- Opening Delimiter -
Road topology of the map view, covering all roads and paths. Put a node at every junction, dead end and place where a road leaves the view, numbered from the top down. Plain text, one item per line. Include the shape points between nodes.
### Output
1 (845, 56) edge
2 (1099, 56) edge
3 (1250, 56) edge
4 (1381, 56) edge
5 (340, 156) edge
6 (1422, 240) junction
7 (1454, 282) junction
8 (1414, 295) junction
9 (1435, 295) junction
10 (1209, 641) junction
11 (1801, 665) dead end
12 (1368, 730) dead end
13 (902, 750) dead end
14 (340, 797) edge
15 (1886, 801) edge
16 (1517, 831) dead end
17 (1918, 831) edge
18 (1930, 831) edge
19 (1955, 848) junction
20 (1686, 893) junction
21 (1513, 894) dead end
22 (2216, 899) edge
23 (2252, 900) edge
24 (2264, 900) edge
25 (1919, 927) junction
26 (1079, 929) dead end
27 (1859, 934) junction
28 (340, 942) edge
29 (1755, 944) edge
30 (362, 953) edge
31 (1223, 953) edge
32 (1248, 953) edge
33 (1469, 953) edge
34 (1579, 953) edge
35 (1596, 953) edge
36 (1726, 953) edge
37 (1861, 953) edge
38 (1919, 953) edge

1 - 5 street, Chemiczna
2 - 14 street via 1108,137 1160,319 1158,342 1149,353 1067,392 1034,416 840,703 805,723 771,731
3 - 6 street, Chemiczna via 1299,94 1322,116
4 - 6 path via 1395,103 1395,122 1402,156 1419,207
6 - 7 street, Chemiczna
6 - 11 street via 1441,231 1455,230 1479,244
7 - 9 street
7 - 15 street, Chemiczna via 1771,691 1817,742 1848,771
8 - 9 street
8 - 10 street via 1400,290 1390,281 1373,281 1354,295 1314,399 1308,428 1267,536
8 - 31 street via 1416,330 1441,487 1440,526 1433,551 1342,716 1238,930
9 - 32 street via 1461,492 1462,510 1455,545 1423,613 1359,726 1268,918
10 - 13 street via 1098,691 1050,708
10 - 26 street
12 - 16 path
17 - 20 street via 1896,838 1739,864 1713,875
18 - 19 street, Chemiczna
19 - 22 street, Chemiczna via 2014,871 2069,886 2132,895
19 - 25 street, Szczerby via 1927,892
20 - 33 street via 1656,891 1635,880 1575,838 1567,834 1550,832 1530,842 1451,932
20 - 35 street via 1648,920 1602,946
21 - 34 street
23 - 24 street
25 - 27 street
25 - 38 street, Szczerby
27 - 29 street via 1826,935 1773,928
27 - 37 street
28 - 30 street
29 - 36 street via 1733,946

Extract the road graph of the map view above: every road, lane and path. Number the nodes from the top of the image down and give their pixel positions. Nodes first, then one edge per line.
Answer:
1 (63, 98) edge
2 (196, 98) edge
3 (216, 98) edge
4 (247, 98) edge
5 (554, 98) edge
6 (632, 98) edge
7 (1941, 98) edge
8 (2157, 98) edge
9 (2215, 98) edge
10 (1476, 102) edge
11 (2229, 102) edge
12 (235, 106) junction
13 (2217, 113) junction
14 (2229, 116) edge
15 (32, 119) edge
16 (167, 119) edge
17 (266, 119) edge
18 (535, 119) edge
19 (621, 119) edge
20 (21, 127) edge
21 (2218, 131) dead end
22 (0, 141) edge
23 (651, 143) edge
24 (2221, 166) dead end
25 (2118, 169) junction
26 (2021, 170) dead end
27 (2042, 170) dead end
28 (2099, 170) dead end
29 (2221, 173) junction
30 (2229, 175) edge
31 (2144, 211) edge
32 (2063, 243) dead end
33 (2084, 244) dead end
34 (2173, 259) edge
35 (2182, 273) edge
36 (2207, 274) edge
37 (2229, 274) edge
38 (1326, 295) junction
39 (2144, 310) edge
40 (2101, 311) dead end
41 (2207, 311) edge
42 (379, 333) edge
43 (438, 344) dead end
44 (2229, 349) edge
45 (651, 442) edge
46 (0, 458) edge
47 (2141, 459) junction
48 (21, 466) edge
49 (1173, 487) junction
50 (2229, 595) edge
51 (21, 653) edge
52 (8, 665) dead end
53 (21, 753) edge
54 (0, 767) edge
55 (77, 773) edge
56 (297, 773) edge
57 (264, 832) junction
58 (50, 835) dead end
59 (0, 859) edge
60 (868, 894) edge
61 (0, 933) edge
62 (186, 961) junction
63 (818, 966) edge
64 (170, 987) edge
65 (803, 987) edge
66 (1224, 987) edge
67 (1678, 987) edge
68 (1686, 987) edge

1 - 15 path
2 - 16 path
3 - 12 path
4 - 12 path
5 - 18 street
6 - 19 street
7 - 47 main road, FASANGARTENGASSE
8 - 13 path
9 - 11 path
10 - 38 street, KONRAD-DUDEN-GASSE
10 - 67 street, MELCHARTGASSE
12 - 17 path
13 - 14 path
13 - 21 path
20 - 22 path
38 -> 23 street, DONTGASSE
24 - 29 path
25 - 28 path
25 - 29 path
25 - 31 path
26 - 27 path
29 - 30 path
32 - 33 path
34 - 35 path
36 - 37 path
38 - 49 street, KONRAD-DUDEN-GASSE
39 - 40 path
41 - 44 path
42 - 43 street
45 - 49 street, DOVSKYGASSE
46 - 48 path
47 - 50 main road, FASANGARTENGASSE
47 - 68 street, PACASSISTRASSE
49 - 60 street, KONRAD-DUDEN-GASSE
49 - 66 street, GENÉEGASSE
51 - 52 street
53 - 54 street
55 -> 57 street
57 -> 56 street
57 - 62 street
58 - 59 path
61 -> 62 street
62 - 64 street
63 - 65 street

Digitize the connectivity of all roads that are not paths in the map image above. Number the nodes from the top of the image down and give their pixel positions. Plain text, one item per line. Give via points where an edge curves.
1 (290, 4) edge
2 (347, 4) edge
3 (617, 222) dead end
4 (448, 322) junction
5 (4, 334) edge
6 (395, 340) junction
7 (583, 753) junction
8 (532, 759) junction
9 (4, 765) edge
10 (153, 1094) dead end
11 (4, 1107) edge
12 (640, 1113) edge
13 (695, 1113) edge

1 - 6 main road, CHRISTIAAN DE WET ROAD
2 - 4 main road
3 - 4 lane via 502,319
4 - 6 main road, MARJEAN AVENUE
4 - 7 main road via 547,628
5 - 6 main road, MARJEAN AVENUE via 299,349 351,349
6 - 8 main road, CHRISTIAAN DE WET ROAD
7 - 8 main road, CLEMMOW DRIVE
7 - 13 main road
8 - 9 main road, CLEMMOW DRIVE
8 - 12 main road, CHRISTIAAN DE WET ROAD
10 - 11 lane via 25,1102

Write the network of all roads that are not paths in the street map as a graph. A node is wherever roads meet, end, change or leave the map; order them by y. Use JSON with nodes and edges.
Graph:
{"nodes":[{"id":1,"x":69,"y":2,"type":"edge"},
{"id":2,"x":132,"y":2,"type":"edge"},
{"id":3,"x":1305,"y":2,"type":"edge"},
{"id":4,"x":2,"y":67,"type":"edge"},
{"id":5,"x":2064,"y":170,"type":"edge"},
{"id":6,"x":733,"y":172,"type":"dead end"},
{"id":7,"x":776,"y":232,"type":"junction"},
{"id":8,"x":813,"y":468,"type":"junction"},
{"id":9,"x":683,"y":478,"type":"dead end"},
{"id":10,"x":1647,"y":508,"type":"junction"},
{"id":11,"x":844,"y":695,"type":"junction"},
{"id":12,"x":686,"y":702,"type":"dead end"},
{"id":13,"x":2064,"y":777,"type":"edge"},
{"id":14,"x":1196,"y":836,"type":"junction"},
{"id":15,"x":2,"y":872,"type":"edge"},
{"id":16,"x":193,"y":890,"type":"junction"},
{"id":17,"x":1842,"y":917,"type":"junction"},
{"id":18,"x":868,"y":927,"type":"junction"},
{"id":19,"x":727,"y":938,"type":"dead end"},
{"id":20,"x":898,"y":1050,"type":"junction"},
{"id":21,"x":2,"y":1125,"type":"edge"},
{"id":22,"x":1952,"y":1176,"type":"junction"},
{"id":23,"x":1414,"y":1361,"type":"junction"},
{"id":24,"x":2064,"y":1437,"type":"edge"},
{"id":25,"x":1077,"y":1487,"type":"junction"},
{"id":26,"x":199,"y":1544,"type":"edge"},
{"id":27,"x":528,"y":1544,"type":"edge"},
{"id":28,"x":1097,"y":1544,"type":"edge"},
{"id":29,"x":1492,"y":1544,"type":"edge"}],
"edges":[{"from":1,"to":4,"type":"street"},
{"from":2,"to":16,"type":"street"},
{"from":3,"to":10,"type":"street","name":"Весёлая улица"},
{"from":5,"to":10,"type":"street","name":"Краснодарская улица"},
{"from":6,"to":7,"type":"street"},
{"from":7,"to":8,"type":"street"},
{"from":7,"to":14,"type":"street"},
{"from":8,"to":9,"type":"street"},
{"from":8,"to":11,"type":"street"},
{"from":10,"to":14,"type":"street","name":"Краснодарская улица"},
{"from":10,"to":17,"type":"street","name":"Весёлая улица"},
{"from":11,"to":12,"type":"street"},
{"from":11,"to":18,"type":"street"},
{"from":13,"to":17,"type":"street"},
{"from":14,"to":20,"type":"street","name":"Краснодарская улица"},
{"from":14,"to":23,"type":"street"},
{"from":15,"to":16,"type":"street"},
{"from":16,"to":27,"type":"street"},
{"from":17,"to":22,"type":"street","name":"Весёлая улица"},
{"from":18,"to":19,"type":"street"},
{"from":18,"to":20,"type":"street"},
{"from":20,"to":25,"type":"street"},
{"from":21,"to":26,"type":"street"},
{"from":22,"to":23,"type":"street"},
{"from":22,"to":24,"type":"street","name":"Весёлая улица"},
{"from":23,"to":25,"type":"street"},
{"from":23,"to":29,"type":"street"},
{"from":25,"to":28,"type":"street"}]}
- Closing Delimiter -
| WHAT YOU NEED TO DO |
Wherever the string "paths" appears in the entries above, list that line.

| RESPONSE TO THE TASK |
Road topology of the map view, covering all roads and paths. Put a node at every junction, dead end and place where a road leaves the view, numbered from the top down. Plain text, one item per line. Include the shape points between nodes.
Digitize the connectivity of all roads that are not paths in the map image above. Number the nodes from the top of the image down and give their pixel positions. Plain text, one item per line. Give via points where an edge curves.
Write the network of all roads that are not paths in the street map as a graph. A node is wherever roads meet, end, change or leave the map; order them by y. Use JSON with nodes and edges.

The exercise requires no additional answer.